ASSIGNED TASK: In the entries below, count every line that has the string "adjacency", and answer with that count alone.

ENTRIES PROVIDED:
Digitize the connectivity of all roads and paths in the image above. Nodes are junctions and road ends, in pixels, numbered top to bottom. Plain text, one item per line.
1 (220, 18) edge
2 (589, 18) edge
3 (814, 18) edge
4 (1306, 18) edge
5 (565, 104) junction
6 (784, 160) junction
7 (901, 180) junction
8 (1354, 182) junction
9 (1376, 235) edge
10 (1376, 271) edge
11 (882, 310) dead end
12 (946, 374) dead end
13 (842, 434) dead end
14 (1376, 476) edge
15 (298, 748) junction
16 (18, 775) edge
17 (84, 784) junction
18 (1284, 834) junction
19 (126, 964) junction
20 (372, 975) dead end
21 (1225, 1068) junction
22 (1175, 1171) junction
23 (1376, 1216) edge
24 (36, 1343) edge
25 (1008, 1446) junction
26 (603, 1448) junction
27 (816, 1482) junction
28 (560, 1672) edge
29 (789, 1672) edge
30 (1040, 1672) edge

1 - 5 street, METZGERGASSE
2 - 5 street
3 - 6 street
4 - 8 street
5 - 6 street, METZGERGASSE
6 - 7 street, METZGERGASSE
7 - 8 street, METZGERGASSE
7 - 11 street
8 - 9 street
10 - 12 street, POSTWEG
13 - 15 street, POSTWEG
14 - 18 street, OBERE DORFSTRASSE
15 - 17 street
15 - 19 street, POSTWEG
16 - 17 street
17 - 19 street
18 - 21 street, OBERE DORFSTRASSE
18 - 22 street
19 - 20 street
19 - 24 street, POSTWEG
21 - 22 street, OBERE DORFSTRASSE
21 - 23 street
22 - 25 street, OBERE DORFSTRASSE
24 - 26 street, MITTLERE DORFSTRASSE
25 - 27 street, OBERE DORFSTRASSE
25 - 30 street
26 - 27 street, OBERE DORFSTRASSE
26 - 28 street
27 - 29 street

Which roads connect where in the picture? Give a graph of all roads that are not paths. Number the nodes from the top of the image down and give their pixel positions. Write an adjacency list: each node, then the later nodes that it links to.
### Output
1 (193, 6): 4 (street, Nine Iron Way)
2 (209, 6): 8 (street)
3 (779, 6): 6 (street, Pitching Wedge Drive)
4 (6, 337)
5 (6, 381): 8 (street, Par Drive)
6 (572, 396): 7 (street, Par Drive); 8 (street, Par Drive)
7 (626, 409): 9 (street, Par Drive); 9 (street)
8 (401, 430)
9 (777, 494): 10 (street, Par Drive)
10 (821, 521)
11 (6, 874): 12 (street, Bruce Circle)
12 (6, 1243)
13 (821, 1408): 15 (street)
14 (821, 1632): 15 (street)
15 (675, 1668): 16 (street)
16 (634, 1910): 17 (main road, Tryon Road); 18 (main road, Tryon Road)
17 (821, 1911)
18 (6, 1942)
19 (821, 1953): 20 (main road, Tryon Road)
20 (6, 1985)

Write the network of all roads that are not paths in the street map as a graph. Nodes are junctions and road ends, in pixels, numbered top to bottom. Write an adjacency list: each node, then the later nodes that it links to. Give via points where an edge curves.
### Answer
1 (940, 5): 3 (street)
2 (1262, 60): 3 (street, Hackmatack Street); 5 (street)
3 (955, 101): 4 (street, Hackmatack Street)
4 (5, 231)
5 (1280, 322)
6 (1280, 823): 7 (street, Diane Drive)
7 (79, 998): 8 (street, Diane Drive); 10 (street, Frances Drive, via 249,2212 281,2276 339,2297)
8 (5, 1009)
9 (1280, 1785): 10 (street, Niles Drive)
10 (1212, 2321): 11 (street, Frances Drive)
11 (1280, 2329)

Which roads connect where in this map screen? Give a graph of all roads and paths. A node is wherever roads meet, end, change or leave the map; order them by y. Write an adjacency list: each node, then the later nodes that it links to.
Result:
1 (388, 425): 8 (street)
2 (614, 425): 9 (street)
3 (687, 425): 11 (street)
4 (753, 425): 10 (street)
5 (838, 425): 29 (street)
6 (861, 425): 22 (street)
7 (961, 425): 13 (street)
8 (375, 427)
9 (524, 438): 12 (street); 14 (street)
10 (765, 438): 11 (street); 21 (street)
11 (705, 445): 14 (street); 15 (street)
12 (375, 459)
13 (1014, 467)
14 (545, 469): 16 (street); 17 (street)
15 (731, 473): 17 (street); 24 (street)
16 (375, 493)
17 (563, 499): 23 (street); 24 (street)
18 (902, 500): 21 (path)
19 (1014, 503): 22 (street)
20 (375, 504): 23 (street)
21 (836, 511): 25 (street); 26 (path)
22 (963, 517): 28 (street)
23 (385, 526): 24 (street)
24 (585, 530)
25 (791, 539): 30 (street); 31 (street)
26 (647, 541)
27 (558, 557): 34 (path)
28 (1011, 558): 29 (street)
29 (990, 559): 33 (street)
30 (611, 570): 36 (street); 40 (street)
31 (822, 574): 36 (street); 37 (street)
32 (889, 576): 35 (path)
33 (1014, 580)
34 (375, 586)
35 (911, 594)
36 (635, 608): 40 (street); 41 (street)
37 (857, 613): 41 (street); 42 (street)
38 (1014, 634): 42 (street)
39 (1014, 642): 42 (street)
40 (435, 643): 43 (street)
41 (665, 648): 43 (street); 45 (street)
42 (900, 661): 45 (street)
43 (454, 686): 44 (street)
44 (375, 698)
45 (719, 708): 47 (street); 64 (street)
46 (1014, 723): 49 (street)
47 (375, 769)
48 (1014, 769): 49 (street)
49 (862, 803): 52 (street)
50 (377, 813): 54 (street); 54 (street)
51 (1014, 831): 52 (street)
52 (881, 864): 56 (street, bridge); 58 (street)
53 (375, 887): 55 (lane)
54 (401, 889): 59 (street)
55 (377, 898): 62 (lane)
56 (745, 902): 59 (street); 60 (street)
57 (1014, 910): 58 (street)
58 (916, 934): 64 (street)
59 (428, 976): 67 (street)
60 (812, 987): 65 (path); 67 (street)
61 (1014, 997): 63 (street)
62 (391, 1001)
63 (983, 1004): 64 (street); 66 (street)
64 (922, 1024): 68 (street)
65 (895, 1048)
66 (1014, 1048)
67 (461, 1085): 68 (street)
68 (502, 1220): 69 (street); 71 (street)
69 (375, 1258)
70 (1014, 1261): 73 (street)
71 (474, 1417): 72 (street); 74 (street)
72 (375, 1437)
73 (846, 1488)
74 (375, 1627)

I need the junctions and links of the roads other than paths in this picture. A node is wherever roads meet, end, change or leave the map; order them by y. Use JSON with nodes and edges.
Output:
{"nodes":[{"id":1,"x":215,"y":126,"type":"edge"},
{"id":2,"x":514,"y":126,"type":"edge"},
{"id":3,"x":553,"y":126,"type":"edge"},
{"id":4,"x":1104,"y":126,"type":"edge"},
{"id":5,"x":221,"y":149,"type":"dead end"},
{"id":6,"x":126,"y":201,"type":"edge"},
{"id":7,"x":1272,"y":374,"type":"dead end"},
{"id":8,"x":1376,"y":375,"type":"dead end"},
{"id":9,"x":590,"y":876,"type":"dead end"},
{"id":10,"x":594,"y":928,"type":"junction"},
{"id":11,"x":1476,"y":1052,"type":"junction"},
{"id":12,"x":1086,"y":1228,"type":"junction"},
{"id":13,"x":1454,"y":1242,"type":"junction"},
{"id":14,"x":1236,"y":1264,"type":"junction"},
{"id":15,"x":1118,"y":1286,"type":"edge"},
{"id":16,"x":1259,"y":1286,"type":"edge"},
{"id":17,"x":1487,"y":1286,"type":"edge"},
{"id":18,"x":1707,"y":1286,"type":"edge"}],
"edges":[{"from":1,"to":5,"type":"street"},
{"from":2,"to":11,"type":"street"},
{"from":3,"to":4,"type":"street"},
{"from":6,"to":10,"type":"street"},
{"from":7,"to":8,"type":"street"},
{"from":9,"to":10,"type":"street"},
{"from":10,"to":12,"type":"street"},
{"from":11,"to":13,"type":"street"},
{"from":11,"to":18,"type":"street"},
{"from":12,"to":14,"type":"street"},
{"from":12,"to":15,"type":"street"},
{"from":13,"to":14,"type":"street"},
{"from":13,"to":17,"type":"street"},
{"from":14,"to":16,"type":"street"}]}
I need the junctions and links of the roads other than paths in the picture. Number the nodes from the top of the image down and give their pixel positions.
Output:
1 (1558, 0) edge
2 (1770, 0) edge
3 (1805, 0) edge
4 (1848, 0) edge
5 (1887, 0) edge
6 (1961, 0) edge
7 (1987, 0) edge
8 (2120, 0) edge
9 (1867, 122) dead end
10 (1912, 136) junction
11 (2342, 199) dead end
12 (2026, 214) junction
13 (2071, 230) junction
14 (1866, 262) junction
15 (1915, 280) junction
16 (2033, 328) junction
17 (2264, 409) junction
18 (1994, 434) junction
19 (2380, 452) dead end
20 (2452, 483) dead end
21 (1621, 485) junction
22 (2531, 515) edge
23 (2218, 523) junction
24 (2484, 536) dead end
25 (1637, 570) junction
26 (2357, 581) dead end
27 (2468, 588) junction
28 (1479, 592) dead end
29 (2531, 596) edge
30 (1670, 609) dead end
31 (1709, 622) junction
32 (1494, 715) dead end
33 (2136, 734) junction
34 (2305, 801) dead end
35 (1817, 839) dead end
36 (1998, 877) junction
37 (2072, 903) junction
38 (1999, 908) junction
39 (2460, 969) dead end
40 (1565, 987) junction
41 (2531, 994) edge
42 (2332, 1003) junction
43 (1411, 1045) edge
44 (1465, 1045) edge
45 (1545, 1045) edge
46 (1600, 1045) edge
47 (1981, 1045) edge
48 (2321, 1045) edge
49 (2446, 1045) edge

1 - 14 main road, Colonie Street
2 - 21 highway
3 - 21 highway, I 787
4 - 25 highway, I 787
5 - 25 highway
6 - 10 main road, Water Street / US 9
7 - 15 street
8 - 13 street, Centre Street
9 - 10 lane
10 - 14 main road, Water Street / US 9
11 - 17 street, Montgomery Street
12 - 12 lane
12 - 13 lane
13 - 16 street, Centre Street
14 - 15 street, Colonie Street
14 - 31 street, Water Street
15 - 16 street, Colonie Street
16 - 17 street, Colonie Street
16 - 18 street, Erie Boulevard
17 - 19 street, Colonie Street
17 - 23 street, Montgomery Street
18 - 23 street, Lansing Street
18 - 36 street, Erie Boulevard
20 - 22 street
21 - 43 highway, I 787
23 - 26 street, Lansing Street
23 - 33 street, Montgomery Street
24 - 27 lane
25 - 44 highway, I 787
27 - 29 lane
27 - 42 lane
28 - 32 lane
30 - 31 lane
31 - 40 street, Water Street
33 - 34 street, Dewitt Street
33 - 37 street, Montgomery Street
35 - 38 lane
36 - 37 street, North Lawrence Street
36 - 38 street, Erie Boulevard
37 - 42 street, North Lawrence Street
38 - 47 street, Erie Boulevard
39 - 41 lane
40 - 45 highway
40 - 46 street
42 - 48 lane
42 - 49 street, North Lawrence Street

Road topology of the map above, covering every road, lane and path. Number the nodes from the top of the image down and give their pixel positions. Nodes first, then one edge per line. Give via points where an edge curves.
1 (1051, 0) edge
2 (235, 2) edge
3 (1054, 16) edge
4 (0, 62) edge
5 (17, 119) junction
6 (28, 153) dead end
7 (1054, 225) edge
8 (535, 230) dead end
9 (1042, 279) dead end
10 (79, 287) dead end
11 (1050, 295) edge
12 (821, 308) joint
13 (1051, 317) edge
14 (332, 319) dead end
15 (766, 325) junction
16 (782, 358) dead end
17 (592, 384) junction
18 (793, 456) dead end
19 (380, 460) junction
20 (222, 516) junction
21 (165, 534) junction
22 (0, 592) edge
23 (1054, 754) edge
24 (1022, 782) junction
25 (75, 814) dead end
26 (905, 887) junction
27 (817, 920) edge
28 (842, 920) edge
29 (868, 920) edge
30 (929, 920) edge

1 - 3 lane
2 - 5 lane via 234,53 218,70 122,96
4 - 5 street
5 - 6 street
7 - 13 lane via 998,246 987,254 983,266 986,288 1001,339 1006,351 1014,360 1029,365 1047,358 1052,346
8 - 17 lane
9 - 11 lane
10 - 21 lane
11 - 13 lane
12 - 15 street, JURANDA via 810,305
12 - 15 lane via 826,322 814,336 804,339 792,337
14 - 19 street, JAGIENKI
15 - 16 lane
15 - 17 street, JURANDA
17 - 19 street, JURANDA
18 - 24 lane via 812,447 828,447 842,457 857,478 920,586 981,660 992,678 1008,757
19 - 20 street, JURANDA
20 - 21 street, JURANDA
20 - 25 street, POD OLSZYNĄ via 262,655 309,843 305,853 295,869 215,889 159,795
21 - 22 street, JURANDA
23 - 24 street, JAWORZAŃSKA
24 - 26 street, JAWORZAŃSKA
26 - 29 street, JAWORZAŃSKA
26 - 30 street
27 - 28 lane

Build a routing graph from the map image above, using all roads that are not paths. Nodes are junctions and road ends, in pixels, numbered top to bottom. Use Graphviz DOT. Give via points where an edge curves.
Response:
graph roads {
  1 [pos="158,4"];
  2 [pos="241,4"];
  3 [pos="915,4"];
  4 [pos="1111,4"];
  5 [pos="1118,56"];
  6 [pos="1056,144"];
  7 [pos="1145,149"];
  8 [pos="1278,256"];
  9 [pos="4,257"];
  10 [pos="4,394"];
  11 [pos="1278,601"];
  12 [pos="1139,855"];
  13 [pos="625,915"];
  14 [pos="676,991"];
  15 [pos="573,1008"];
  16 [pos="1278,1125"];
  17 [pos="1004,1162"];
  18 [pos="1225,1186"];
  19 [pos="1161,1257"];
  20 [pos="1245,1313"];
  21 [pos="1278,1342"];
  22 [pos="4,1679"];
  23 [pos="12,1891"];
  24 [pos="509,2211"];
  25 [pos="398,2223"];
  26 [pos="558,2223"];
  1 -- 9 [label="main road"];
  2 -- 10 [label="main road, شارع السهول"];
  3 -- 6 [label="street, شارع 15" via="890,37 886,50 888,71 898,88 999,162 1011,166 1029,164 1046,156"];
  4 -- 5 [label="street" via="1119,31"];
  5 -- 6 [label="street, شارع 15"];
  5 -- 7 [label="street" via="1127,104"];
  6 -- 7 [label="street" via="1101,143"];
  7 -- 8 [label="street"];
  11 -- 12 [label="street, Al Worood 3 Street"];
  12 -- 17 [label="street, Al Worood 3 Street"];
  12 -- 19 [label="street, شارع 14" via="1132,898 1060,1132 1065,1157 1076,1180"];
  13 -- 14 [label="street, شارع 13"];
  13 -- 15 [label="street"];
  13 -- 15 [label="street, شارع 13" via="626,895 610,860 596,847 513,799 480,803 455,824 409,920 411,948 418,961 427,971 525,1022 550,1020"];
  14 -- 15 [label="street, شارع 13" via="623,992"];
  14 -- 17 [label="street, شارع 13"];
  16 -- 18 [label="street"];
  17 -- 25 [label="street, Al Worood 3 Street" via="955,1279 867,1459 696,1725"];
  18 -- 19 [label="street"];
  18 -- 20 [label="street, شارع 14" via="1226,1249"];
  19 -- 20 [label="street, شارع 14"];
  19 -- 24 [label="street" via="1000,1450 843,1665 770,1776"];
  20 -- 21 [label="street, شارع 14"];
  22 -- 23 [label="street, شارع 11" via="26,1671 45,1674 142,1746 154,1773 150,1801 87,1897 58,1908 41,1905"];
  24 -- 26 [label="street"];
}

SOLUTION TO THIS EXERCISE: 3